Considerations with the backend:
- A verification safety net. If a pharmacist tries to mark data as verified without having verified every underlying table (allergies, medications, diagnoses), the system blocks the action and surfaces exactly which sections still need review before they can proceed.
- Data verification can occur at any time, but the order needs to be assigned to a batch for product verification to happen.
Automatic allergy and drug-interaction alerts are shown in these tables so a conflict can't be missed in a busy review queue.
Prototype
Given how complex these workflows were, static specs weren't going to communicate the interactions clearly enough to engineering. I built a clickable prototype in Lovable — my first real use of an AI-assisted vibe-coding tool. Rather than using the generic generated screens, I fed the tool my existing design system and screens, then evaluated everything it produced against three checks:
- Did it reuse existing components instead of inventing new ones?
- Did the interaction logic actually match the rules we'd defined (like a BUD-based sort order, or adding waste triggering the un-assign flow)?
- Was it feasible given engineering's current data model? This last check is what surfaced the dosage-mismatch problem early on.
The result was a prototype engineering could click through and question directly, which made the intended behavior and interactions clear.
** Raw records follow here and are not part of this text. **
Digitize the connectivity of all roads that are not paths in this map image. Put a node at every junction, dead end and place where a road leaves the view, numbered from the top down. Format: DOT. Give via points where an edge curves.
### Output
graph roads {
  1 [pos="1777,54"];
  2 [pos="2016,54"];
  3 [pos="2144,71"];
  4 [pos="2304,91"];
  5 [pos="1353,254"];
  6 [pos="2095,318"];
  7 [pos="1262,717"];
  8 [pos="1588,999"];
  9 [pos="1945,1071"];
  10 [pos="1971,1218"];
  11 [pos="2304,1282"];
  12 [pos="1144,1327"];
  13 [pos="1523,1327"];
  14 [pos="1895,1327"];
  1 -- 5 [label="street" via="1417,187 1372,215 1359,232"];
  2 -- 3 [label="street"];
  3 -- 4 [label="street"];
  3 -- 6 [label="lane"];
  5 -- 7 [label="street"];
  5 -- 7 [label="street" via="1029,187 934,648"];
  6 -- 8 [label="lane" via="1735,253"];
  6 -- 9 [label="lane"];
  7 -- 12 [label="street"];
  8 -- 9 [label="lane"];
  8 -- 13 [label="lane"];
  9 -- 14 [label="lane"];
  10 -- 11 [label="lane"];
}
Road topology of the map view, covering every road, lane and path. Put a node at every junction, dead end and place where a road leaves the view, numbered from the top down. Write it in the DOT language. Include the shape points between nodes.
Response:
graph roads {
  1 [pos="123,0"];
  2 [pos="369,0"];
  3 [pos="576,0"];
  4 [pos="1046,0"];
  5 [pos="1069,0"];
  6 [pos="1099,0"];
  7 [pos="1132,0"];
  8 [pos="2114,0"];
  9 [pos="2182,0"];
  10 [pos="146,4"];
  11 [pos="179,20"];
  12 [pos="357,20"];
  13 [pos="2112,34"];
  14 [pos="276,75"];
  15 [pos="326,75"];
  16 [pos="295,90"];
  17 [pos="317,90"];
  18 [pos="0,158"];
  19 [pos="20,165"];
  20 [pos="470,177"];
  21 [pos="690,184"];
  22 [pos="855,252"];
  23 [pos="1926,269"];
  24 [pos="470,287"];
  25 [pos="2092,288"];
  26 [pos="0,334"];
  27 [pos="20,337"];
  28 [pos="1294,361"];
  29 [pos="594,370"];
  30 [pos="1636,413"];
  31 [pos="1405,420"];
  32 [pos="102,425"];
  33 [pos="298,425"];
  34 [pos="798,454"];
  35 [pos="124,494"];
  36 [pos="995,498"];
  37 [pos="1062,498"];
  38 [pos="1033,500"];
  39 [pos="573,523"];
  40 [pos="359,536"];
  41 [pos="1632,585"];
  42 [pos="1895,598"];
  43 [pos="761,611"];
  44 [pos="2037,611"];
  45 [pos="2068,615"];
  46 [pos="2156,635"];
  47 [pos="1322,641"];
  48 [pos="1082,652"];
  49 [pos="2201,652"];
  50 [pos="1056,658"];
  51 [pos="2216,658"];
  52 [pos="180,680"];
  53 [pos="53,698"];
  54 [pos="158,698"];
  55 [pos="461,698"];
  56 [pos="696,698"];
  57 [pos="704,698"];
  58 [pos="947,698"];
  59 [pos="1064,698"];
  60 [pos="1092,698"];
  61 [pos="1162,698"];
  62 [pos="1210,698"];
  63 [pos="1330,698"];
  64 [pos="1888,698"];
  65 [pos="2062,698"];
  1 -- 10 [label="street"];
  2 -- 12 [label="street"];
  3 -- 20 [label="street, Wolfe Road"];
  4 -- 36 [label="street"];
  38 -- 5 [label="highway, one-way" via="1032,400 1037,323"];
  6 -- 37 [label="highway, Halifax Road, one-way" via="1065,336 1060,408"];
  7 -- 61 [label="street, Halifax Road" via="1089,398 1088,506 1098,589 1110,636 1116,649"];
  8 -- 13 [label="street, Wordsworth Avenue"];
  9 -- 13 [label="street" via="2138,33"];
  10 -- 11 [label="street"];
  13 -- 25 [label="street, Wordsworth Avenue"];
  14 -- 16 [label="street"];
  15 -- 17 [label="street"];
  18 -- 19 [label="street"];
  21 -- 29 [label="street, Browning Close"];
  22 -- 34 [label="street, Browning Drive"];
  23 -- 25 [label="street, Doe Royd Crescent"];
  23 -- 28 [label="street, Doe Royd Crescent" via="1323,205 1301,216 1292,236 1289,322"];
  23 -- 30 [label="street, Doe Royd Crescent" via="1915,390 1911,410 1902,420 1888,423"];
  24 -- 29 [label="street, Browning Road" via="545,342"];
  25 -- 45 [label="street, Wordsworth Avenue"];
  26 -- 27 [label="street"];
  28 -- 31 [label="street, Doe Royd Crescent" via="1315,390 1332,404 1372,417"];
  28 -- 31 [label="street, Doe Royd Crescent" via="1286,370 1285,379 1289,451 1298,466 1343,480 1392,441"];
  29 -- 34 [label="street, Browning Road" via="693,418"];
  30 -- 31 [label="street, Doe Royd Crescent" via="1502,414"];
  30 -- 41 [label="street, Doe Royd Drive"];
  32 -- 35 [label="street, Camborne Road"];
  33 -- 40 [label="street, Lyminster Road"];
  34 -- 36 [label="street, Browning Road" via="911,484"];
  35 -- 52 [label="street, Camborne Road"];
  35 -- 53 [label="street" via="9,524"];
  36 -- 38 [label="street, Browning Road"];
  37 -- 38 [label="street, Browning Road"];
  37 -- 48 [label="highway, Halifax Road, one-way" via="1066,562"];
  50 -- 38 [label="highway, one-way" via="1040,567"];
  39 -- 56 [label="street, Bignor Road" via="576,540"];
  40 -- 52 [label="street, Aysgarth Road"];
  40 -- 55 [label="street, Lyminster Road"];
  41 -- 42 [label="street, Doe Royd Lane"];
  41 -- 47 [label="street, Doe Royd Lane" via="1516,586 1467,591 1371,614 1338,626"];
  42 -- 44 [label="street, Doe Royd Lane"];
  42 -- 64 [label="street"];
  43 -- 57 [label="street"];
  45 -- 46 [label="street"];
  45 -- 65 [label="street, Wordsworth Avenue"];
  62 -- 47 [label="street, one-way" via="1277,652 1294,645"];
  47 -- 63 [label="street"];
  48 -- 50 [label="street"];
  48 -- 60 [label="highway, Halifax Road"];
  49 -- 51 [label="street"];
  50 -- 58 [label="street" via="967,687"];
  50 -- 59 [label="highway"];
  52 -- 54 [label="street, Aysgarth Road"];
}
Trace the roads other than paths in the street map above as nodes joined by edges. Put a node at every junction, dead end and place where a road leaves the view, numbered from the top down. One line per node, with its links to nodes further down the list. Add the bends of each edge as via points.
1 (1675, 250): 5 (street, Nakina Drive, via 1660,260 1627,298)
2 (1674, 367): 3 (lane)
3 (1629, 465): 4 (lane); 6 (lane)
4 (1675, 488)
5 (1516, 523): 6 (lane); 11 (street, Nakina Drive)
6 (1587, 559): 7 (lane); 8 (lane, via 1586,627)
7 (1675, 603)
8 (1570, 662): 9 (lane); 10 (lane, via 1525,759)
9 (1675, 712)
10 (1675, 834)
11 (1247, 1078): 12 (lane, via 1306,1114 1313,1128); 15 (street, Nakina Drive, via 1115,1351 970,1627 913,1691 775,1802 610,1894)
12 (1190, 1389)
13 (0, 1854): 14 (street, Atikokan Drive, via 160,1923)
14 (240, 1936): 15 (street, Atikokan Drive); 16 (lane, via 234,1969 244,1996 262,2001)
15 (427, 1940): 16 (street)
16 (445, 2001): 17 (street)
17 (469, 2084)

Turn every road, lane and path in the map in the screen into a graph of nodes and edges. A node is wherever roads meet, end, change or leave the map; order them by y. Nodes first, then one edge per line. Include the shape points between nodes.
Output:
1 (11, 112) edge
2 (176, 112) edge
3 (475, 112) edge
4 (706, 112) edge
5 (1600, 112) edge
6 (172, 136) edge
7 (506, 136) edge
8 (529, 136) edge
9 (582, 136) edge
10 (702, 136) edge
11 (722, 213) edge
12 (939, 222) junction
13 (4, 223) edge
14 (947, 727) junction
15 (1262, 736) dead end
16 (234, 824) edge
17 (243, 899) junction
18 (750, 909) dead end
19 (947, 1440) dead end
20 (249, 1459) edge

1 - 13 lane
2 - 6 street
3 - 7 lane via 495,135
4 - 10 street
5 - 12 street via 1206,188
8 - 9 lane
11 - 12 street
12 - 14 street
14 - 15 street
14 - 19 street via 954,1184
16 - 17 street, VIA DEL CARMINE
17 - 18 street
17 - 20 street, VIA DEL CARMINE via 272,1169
Click here to view the prototype.
Handoff & development
I stayed involved through development rather than handing off and disappearing. The biggest change during the build was that Mochi's dosing doesn't always map 1:1 to a pharmacy's actual products. For example, Mochi offers compounded tirzepatide at both 5.0 mg and 10.0 mg, but some pharmacies only stock 5.0 mg vials — two 5.0 mg vials would need to be assigned to a single 10.0 mg order instead. I added a product ID field with filtering to the inventory addition flow so pharmacies managing 20+ product IDs could handle this without confusion, then validated the fix directly with three pharmacies whose dosing I knew didn't line up cleanly with Mochi's. After adjusting field names and inline instructions, technicians and pharmacists confirmed they understood how to enter and assign inventory correctly.
We also agreed to pilot the feature with a handful of pharmacies for a few weeks before full rollout, treating the early launch as another checkpoint for validation, not the finish line.
Outcomes
- Features were implemented and delivered on a shortened timeline with no urgent post-launch fixes, due to involving engineering early and validating designs — like the pharmacy dosing mismatch — with real pharmacies before it shipped.
- Directly tied to the program's stated goals of reducing order turnaround time and cutting the number of orders running past the 14-day late threshold, by removing the need to switch tools mid-fulfillment.
Reflection
The hardest part of this project was that pharmacy workflows don't have clean comparisons anywhere else. I had to research e-commerce inventory systems, then adapt them to clinical and legal requirements that don't show up in those more generic products. I'm grateful to have worked with pharmacies willing and eager to give feedback on the features I work on — it kept my designs focused on what they truly needed. Bringing engineering in from the start, and using an interactive AI-assisted prototype to make the intended behavior tangible rather than describing it in a spec, meant the riskiest flows got tested with real pharmacies and real engineers well before launch, giving us a smooth rollout.